Wave after wave of Avenger torpedo bombers and Helldiver dive bombers, protected by Corsair and Hellcat fighters, surge over Yamato. Yamato’s executive officer, Rear Admiral Nobii Morishita, can’t help but admire the professional competence of the attackers. ‘Beautifully done, isn’t it?’ he says. She is hit by one torpedo after another. Between 11 and 13 strike her, together with no fewer than eight bombs. There are many more near-misses, and she lists worryingly to port. She takes on thousands of gallons of seawater to counter the listing, but to little avail. The waves crash over her port side. At 2.10pm a bomb strikes her rudder, damaging it and knocking out all power in the ship. She can no longer manoeuvre. Yoshida spies a thin, human-sized length of flesh dangling from a rangefinder. Her crew has been equally savaged.
Another wave of enemy planes bears down on Yamato. “Don’t lose heart,” Captain Ariga keeps urging the surviving men on the bridge. But there is no hope for Ten-ichigo. Admiral Ito’s flotilla has been shredded by American airpower to no purpose, just as he had expected. Like Yahagi, most of the destroyers have been smashed. He calls off the operation and commands his remaining ships to return home after picking up survivors of disabled ships. After giving this order, he goes to his cabin and closes the door behind him. He will never emerge. Captain Ariga calls his crew to Yamato’s deck as water floods the stricken vessel and orders them to abandon ship.
“THE FEROCIOUS FIRE SENT SKYWARD – A PRISMATIC, TRACER-LIT TORRENT OF SEARING METAL – DOES THE JAPANESE SHIPS LITTLE GOOD”
He will not be leaving with them. Ariga binds himself to a binnacle so that he will go down with his ship. “Long live the emperor!” he cries.
Yamato’s severe list is now reaching an astonishing 90 degrees to port. As she continues to roll, the giant shells she stows for her main guns slip and slide in their magazines, their fuses striking bulkheads and overheads. They begin to detonate. By 2.23pm Yamato is completely upside down and begins to sink. The greatest of these blasts consumes her, sending up a mushroom cloud of fiery smoke that can be seen all the way back in Japan.

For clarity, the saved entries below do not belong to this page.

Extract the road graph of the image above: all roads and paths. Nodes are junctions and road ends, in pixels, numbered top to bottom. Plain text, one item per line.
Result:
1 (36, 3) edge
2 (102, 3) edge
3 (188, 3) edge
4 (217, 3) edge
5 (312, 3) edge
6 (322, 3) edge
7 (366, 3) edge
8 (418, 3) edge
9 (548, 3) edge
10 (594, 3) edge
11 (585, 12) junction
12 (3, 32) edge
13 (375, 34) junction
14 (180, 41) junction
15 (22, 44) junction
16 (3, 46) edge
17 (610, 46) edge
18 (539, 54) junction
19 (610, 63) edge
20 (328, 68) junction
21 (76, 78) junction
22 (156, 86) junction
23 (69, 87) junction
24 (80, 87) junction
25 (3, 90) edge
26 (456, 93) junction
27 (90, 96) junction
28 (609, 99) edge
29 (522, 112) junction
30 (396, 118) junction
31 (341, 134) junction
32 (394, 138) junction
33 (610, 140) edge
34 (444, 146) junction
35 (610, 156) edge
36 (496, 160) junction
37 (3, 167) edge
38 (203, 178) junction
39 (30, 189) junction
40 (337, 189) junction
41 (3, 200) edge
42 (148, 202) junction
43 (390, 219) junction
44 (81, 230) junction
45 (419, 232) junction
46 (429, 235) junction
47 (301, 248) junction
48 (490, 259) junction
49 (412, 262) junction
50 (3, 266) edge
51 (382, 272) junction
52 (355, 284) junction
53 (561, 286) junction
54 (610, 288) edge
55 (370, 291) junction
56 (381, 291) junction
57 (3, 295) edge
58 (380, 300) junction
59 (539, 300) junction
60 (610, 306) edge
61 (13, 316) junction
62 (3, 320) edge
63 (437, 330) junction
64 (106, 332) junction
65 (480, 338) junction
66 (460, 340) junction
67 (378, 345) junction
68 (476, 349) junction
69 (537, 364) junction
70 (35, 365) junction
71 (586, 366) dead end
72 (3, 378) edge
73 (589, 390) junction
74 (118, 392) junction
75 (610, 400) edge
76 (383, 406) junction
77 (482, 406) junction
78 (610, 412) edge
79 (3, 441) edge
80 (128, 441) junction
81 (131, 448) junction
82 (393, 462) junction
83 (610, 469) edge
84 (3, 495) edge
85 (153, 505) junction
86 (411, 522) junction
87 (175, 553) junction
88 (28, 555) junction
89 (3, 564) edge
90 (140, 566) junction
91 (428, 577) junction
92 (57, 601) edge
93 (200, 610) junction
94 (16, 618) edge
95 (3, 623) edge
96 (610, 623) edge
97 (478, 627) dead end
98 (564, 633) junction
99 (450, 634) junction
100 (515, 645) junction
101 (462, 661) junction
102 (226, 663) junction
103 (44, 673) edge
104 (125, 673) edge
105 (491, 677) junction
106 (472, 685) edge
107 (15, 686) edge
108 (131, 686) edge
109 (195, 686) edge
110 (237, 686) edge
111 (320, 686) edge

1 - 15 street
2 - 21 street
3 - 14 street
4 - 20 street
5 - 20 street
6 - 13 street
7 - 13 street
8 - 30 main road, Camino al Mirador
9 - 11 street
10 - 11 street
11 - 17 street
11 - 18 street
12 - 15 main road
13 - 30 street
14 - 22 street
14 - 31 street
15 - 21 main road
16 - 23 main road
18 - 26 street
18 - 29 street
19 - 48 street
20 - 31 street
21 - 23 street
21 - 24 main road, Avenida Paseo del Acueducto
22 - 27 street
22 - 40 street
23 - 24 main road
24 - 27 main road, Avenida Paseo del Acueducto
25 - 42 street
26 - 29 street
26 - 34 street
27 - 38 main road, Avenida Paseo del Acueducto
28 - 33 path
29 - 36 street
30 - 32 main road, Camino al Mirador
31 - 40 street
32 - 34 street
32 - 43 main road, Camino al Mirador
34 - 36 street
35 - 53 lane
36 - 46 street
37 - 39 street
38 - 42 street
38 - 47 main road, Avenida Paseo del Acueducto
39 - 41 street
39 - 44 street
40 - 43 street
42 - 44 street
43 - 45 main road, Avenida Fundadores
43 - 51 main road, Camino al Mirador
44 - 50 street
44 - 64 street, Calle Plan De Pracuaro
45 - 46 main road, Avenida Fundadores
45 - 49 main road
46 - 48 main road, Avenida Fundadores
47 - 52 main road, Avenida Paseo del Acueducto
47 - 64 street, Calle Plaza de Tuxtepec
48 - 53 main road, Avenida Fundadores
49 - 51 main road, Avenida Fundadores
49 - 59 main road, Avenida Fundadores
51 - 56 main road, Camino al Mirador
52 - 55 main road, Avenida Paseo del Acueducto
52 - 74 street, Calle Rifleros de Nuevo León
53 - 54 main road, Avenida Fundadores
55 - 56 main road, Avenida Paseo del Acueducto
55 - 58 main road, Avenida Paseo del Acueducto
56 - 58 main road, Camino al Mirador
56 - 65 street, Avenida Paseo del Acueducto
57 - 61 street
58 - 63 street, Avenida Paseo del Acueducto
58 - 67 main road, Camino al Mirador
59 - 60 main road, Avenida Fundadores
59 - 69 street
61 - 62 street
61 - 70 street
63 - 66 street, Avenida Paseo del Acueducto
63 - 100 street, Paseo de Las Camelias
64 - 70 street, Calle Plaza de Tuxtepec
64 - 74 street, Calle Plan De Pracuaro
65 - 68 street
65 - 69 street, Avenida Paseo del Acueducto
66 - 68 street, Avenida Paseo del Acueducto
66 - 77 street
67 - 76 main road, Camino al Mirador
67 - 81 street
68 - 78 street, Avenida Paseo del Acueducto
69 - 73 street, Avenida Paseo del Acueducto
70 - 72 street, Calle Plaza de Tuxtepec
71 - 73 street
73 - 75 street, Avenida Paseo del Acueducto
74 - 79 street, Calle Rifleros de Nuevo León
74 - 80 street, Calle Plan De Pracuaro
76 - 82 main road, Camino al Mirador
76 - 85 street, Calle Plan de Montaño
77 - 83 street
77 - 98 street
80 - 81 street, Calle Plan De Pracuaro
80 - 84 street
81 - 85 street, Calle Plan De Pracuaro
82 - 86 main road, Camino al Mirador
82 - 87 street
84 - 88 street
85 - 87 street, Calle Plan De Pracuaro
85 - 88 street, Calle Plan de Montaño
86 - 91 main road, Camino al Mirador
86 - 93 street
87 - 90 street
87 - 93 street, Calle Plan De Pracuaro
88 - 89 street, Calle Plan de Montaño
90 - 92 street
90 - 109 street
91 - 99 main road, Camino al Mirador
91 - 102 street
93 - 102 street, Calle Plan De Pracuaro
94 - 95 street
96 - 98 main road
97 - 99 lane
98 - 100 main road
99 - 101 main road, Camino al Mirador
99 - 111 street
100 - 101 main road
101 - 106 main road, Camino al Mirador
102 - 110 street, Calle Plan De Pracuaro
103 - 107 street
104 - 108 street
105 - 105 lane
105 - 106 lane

Ensign Yoshida is indescribably lucky. The plunging Yamato was about to pull him under in its whirlpool when this final explosion propels him back to the surface. He will live. The remains of the battered Yamato finally sink in 883 metres (2,700 feet) of water. Yoshida, who will become a bank executive after the war, is plucked from the oil-choked water by the destroyer Fuyutsuki. He writes his Requiem for Battleship Yamato years later, calling Ten-ichigo “An operation that will live in naval annals for its recklessness and stupidity.”
The Japanese navy loses seven ships in Ten-ichigo, including Yamato, along with 4,250 sailors. Only three destroyers escape the carnage. The US Navy’s losses are much lighter – a mere ten warplanes and 12 airmen. When Emperor Hirohito learns of the failure of the operation and the loss of Yamato, he raises his hand to his head and sways. “Gone?” he says in shocked disbelief. “She’s gone?”
The Okinawa invasion will not be stopped. It continues until late June, when the last Japanese resistance is crushed. Of the 3,300 crewmen of Yamato, just 269 survive. Her dead are the among the first casualties in the Okinawa campaign. They are not the last.